Scientists: We can make ethanol without corn

In this July 20, 2013 file photo, a plant that produces ethanol is next to a cornfield near Coon Rapids, Iowa. (AP Photo/Charlie Riedel, File)

Could ethanol someday essentially be produced out of thin air? A group of scientists has published research in Nature detailing a new method of making ethanol out of carbon monoxide gas, instead of corn or sugarcane, Reuters reports.

Researchers saturated water with the gas, then zapped it with a novel device featuring two electrodes, one made of what they're calling "oxide-derived copper," to convert it into fuel.

"I emphasize that these are just laboratory experiments today," lead researcher Matthew Kanan says. He expects to have a prototype device ready in two to three years.

The environmental implications are profound. Critics of ethanol say it drives up food prices and consumes loads of land and water. It can take more than 800 gallons of water to grow enough corn to make 3 gallons of ethanol, Phys.org points out.

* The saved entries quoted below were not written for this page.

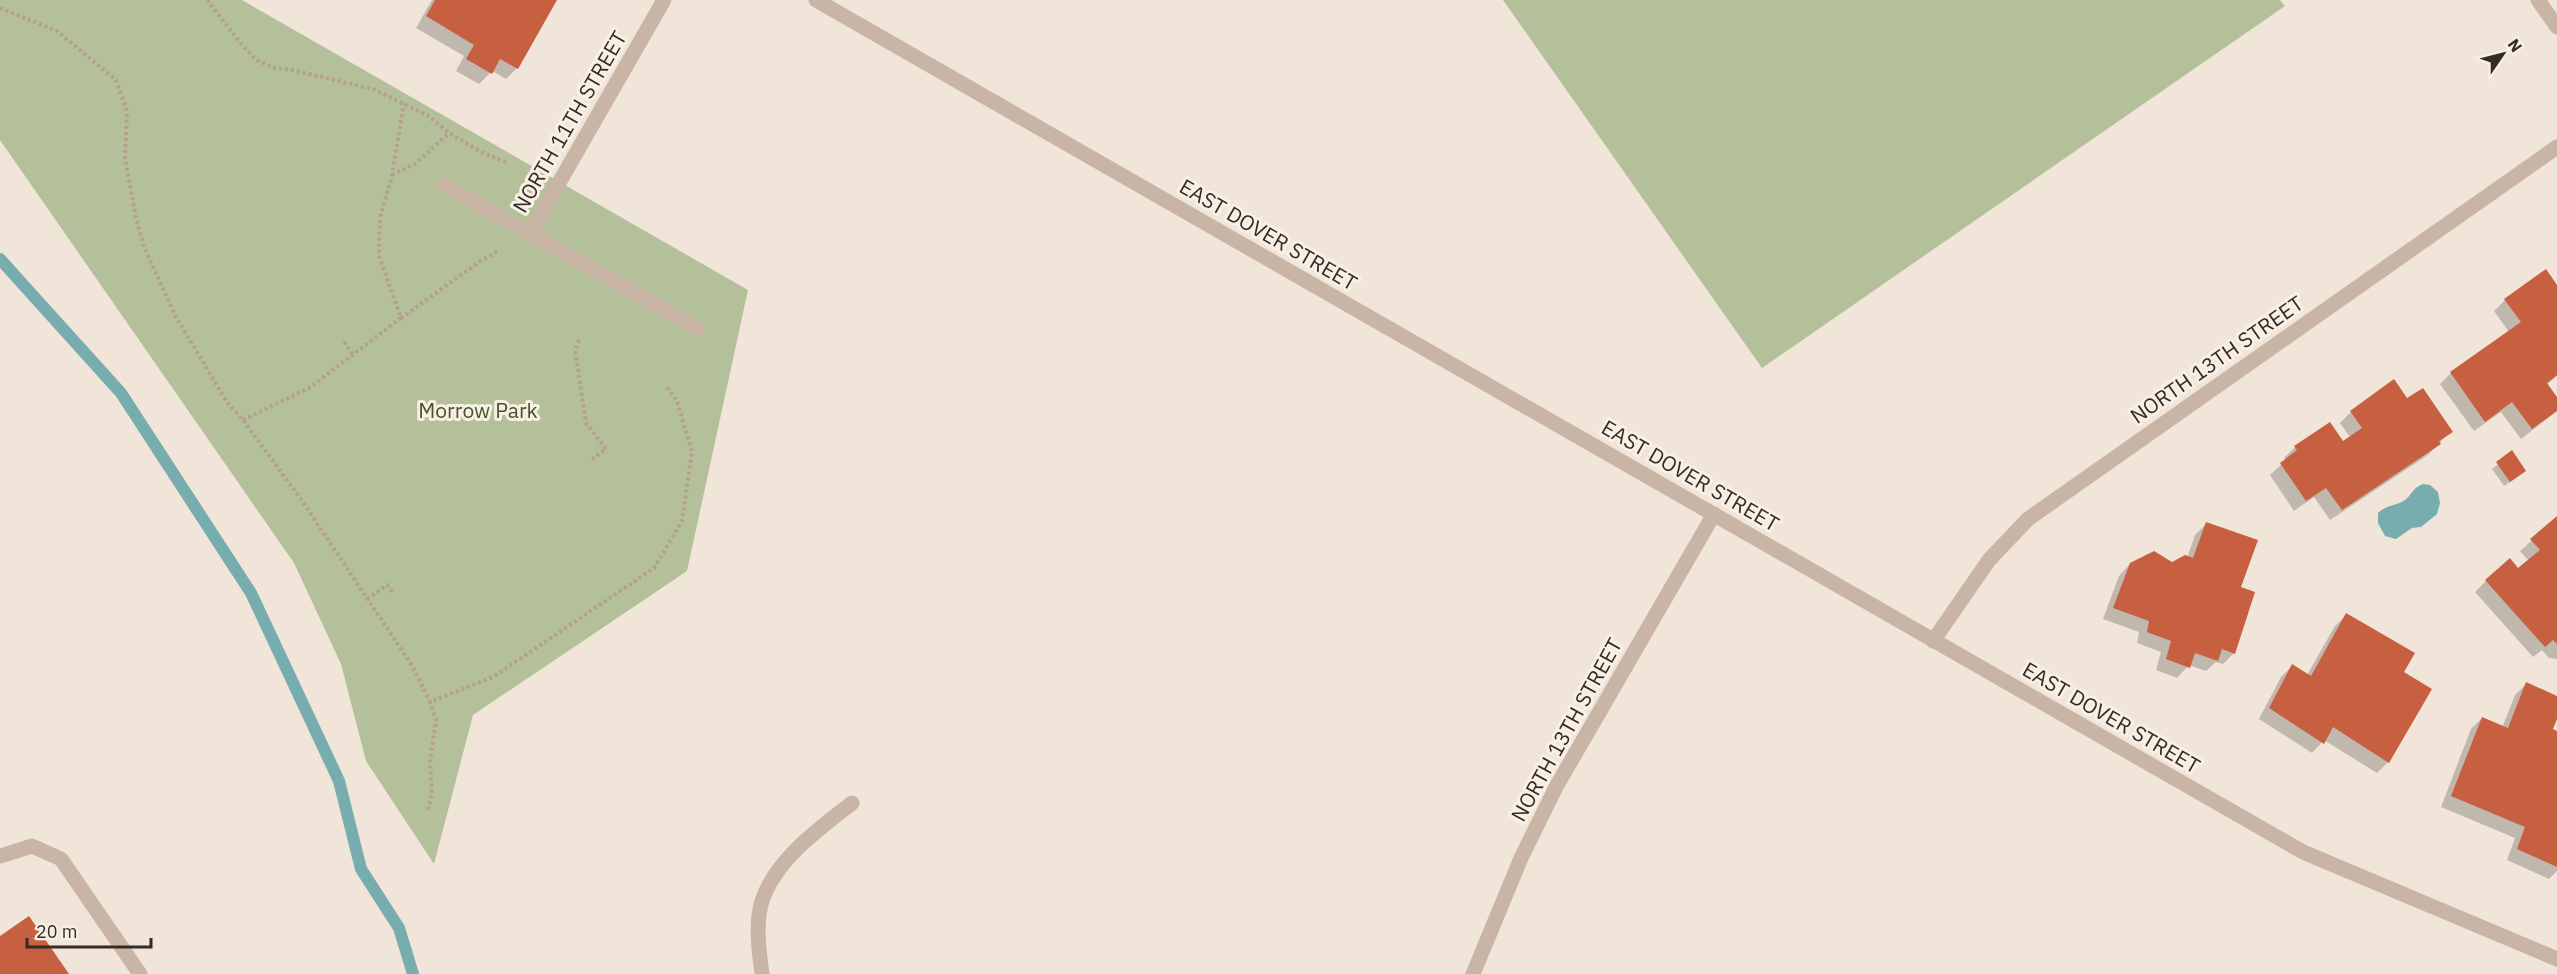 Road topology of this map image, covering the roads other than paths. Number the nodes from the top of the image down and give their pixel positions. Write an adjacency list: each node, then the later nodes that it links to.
1 (664, 0): 7 (street, NORTH 11TH STREET)
2 (816, 0): 9 (street, EAST DOVER STREET)
3 (2538, 0): 4 (street)
4 (2557, 27)
5 (2557, 147): 10 (street, NORTH 13TH STREET)
6 (444, 185): 7 (street)
7 (530, 234): 8 (street)
8 (697, 328)
9 (1714, 514): 10 (street, EAST DOVER STREET); 16 (street, NORTH 13TH STREET)
10 (1933, 641): 13 (street, EAST DOVER STREET)
11 (852, 803): 15 (street)
12 (0, 856): 14 (street)
13 (2557, 958)
14 (140, 974)
15 (762, 974)
16 (1473, 974)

What's more, researchers envision a two-step process in which the carbon monoxide is derived from carbon dioxide in the air, providing an "economic incentive" for scrubbing carbon from the atmosphere, the MIT Technology Review reports.

The new process could also work on a far smaller scale than biomass methods; the Review envisions rooftop solar panels generating fuel that's kept in water heater-sized tanks.